The granting of priority review status by the FDA is a critical milestone
in bringing FUZEON to patients," said Georges Gemayel, Vice President
Specialty Care, Roche.
"If approved, FUZEON will represent a significant advance in the treatment
of HIV," said Dr. Dani Bolognesi, Chief Executive Officer, Trimeris. "Due
to drug resistance and tolerability issues, the population of treatment -
experienced patients in need of new therapies continues to grow. FUZEON
has the potential to help address this unmet need."
Phase III 24-Week Results
The filing submission for FUZEON was based on 24-week data from two large,
international Phase III trials, TORO 1 and TORO 2 (TORO: "T-20 vs. Optimized
Regimen Only." In the TORO studies, combination therapy with FUZEON reduced
HIV to undetectable levels in the blood in at least twice the percentage of
patients and provided an improved immune response at 24 weeks, as compared
to those who took combination therapy without FUZEON. FUZEON also provided a
significant increase in CD4+ immune cells at 24 weeks.
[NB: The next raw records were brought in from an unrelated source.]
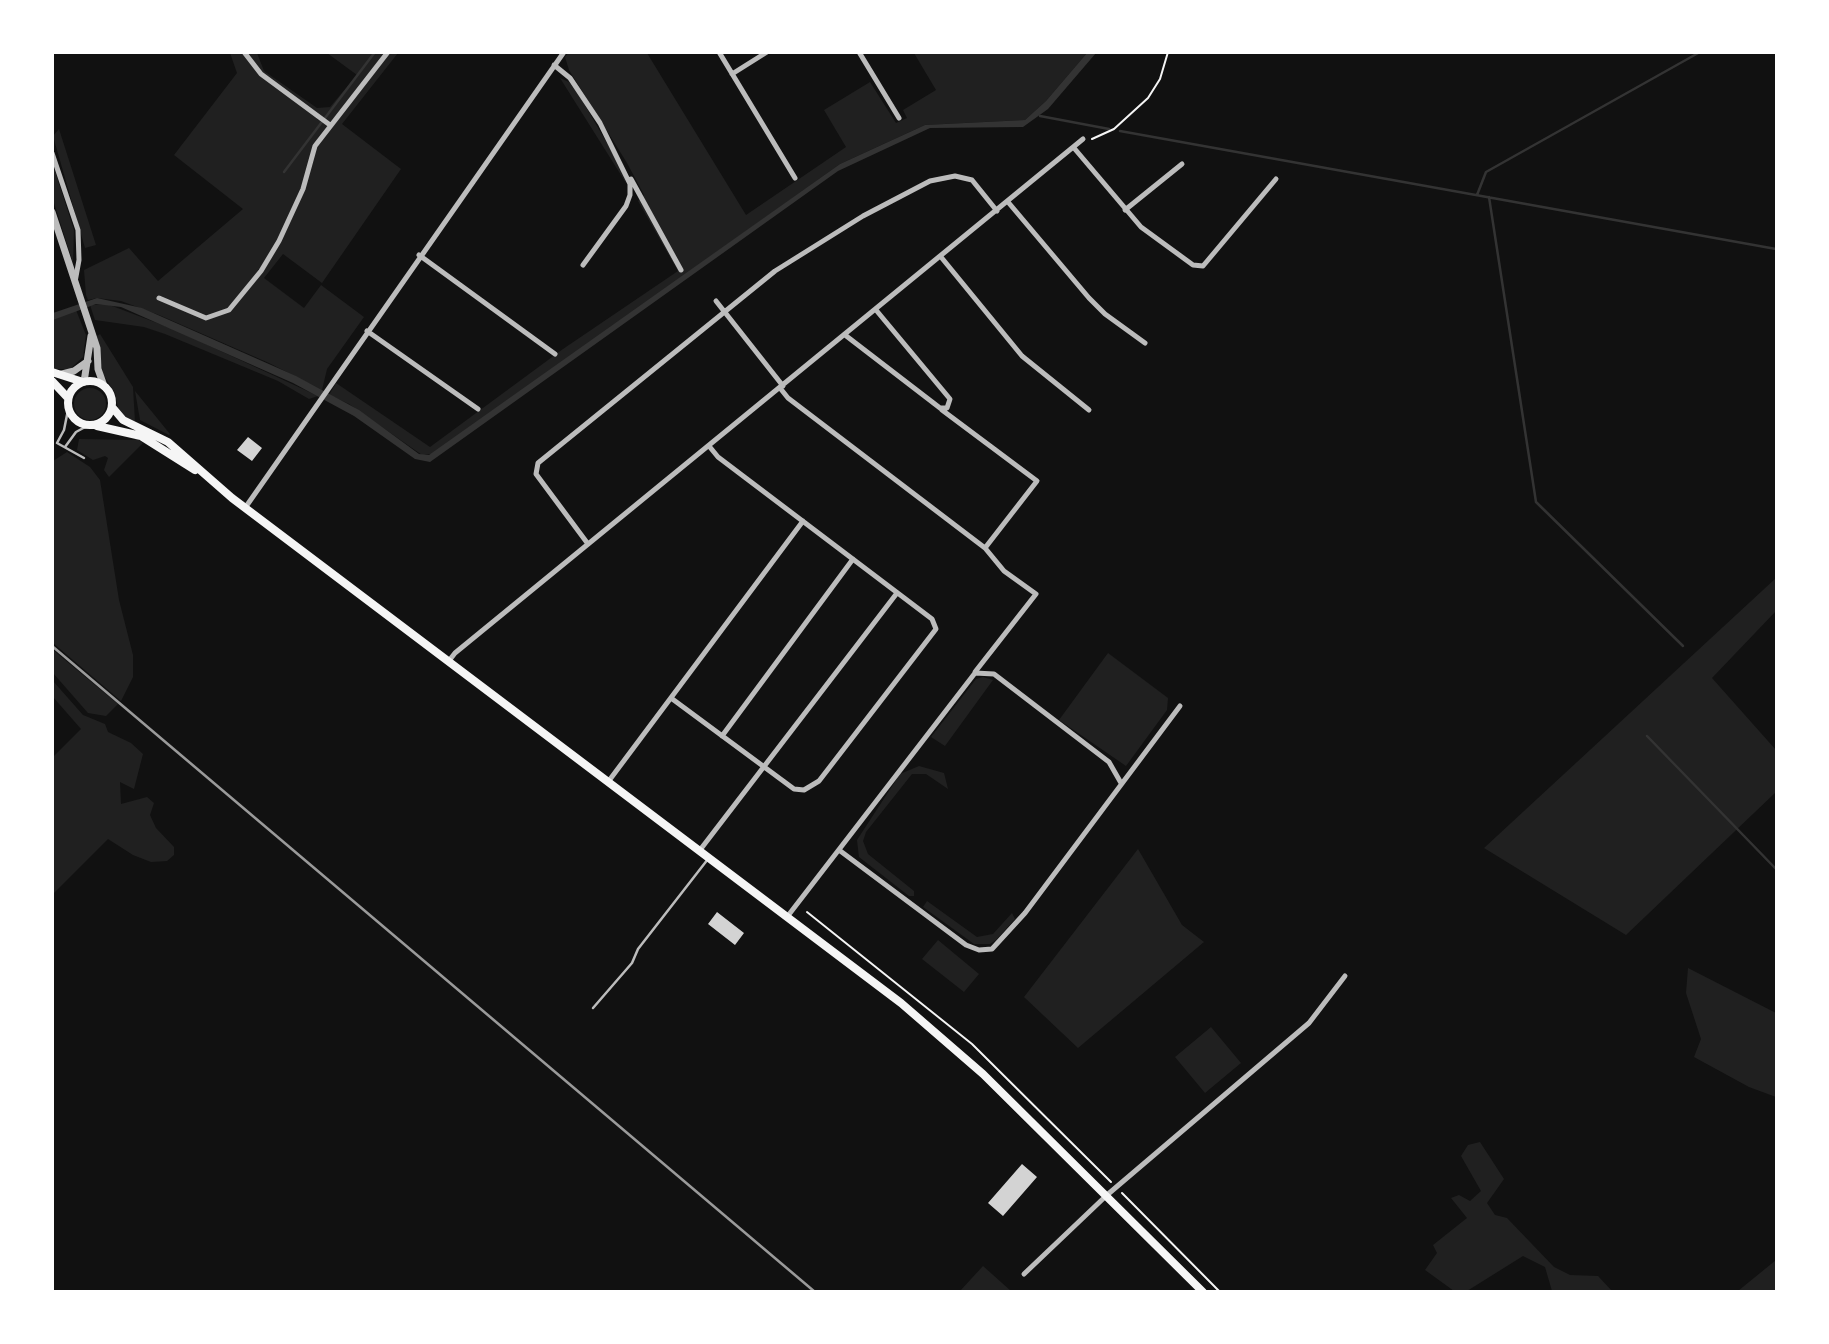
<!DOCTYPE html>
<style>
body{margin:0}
#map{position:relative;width:1829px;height:1344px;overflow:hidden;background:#111;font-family:"Fira Sans Condensed",sans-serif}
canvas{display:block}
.frame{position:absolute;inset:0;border:54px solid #fff;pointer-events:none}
</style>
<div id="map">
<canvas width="1829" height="1344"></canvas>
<div class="frame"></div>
</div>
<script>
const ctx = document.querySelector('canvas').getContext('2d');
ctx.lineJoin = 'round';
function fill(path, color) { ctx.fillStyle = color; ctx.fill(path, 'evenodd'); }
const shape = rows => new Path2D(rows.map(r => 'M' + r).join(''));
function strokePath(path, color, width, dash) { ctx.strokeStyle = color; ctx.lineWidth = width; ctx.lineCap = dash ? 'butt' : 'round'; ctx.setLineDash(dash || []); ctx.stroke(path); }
const green = shape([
 [230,53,257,53,264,71,317,108,330,107,357,75,327,53,398,53,342,124,401,169,322,283,283,254,264,278,304,308,321,285,364,317,327,369,322,390,269,363,159,315,121,301,97,298,88,300,86,295,84,270,129,248,158,281,243,209,174,155,237,73],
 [568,53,647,53,746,215,846,147,824,110,870,82,896,123,907,118,903,110,936,90,914,53,1087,53,1046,101,1025,120,925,125,840,164,455,439,432,454,422,455,349,404,329,395,336,383,430,447,563,349,678,271,638,201,644,195,627,163,569,70,565,57],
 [560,78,569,82,579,95,622,169,626,183],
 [59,129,96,245,85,248,53,136],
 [53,165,74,230,73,263,53,200],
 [107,304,173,329,318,396,309,399,278,381,165,334,144,327,95,320,90,305],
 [76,310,86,335,83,357,70,369,53,369,52,320],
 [100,334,133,387,135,422,125,417,118,408,115,393,103,374,97,336],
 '74 404a16 16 0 1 1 32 0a16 16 0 1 1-32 0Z',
 [135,391,170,434,169,435,140,420],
 [136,437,143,443,109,477,104,470,108,458,105,456,93,460,77,450,79,439,135,440],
 [67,452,90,467,100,480,119,600,133,655,133,677,121,701,53,643,53,461],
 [1776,578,1776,611,1712,678,1776,750,1776,792,1626,935,1484,848],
 [52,650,53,650,118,704,106,716,88,713,53,673],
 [1108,653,1168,698,1167,710,1126,766,1059,720],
 [983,677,993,680,945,746,931,737,976,679],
 [53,681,83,715,105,724,108,732,131,743,143,754,134,789,120,782,121,804,147,797,154,803,150,815,156,828,174,847,174,855,167,861,151,862,133,855,108,839,53,894,53,757,81,729,53,697],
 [919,766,944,773,948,789,926,774,912,774,866,832,863,841,868,854,914,891,914,896,909,896,859,857,857,840,900,774],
 [1138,849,1182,925,1204,942,1078,1048,1024,997],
 [927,901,977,937,993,934,1012,913,1015,919,996,940,990,944,974,944,923,907],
 [938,940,979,974,964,992,922,959],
 [1688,968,1776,1013,1776,1097,1749,1087,1694,1057,1701,1039,1686,993],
 [1211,1027,1241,1063,1205,1093,1175,1057],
 [1480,1142,1504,1179,1487,1203,1495,1215,1507,1218,1554,1267,1570,1275,1598,1276,1612,1291,1552,1291,1545,1267,1523,1256,1467,1291,1454,1291,1425,1270,1437,1253,1433,1245,1467,1218,1451,1198,1459,1195,1470,1201,1481,1191,1461,1156,1468,1145],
 [1776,1260,1776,1291,1738,1291],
 [983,1266,1011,1291,960,1291]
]);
const water = shape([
 [1087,53,1096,53,1048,109,1023,127,930,128,838,171,430,462,415,459,354,416,293,383,121,307,96,304,53,320,53,313,97,298,142,308,296,376,359,410,419,454,429,455,840,164,925,125,1025,120,1046,101]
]);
const stream = shape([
 [1040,116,1109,129],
 [1120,131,1776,249],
 [284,172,375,52],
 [1477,195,1486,172,1700,52],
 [1489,197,1536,502,1683,646],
 [1647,736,1776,869]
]);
const building = shape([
 [248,437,262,448,252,461,237,450],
 [717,912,744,933,735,945,708,924],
 [1022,1164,1037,1177,1003,1216,988,1203]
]);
const path = shape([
 [1092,139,1114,129,1148,98,1160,79,1168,52],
 [807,912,972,1044,1111,1182],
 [1122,1193,1220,1292]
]);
const service = shape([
 [68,410,64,430,57,443,84,458],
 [65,447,76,432,87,426],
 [593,1008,632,963,638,949,708,859]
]);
const minor = shape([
 [244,52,261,74,330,125],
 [719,52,795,178],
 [859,52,899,118],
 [554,65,570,78,600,123,630,184,630,195,626,206,583,265],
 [732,74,767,52],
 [1074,148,1141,227,1193,265,1203,266,1276,179],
 [52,153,78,230,79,260,75,282],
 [631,179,681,270],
 [1008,202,1089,298,1105,314,1145,343],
 [1125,210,1182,164],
 [419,255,555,354],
 [941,257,1022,356,1089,410],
 [159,298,206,318,229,310,261,271,279,241,303,189,315,146,388,52],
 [716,301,783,386],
 [367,331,478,409],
 [845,335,940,408,947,408,950,399,876,310],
 [780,388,788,398,985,548,1004,571,1036,594,975,672],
 [942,410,1037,481,985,548],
 [245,508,564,52],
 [588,544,536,474,538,463,775,271,863,216,930,181,955,176,972,180,997,211],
 [448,662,455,653,1083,139],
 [671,698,794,789,804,790,819,781,936,629,932,619,718,457,709,446],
 [722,736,853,559],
 [608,782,803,521],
 [700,850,897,593],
 [839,850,966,945,979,950,992,949,1025,913,1180,706],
 [787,917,975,673,994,674,1109,762,1121,783],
 [1024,1274,1107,1195,1309,1023,1345,976]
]);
const tertiary = shape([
 [52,212,97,348,98,369,104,386],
 [62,374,74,371,88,361],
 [84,382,91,336]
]);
const secondary = shape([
 [52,372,83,382],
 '68 403a22 22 0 1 1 44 0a22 22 0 1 1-44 0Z',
 [52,381,68,398],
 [112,407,123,420,168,442,232,498,901,1003,983,1074,1203,1292],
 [97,426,141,436,195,470]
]);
const rail = shape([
 [52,646,815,1292]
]);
fill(green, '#202020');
fill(water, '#333');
strokePath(stream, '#333', 2.5);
fill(building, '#d3d3d3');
strokePath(path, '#f5f5f5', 2);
strokePath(service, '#bcbcbc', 2.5);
strokePath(minor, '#bcbcbc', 5);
strokePath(tertiary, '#bcbcbc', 7);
strokePath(secondary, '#f5f5f5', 8);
strokePath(rail, '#9a9a9a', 2.5);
</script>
Additional analyses of TORO 1 24-week data showed that the response of
patients taking FUZEON plus an individualized background regimen surpassed
that of patients on the individualized regimen alone regardless of patient
demographics or treatment history.
More About FUZEON
FUZEON, a fusion inhibitor, is a self-administered twice-daily subcutaneous
injection. Local injection site reactions were the most frequent adverse
events associated with the use of FUZEON. In Phase III clinical studies,
98 percent of patients had at least one local injection site reaction;
however, these reactions were seldom treatment limiting, with only three
percent of patients discontinuing treatment with FUZEON.
The addition of FUZEON to background antiretroviral therapy generally
did not increase the frequency or the severity of the majority of adverse
events. The absolute difference in the most common adverse events seen
between FUZEON plus an individualized background regimen of antiretroviral
drugs and individualized background regimen alone was less than five
percent. The events most frequently reported in patients receiving FUZEON
individualized background regimen and higher in patients receiving FUZEON
than in patients who received treatment without FUZEON were, headache,
peripheral neuropathy, dizziness (excluding vertigo), insomnia, depression,
appetite decrease, asthenia, myalgia, constipation and pancreatitis.
The majority of adverse events were of mild or moderate intensity.
Access to FUZEON
As increasing numbers of patients with HIV are in need of new therapies,
it is possible that demand for FUZEON may exceed supply at the projected
time of launch in 2003. Roche and Trimeris fully appreciate the compelling
need for FUZEON and are working diligently to bring FUZEON to patients with
the greatest medical need as early as possible and in the greatest number
possible, but also in a manner to ensure continuity of supply. Considerable
investment has already been made and will be further committed to increase
capacity for FUZEON production to accommodate the potentially increasing
demand for this important medication.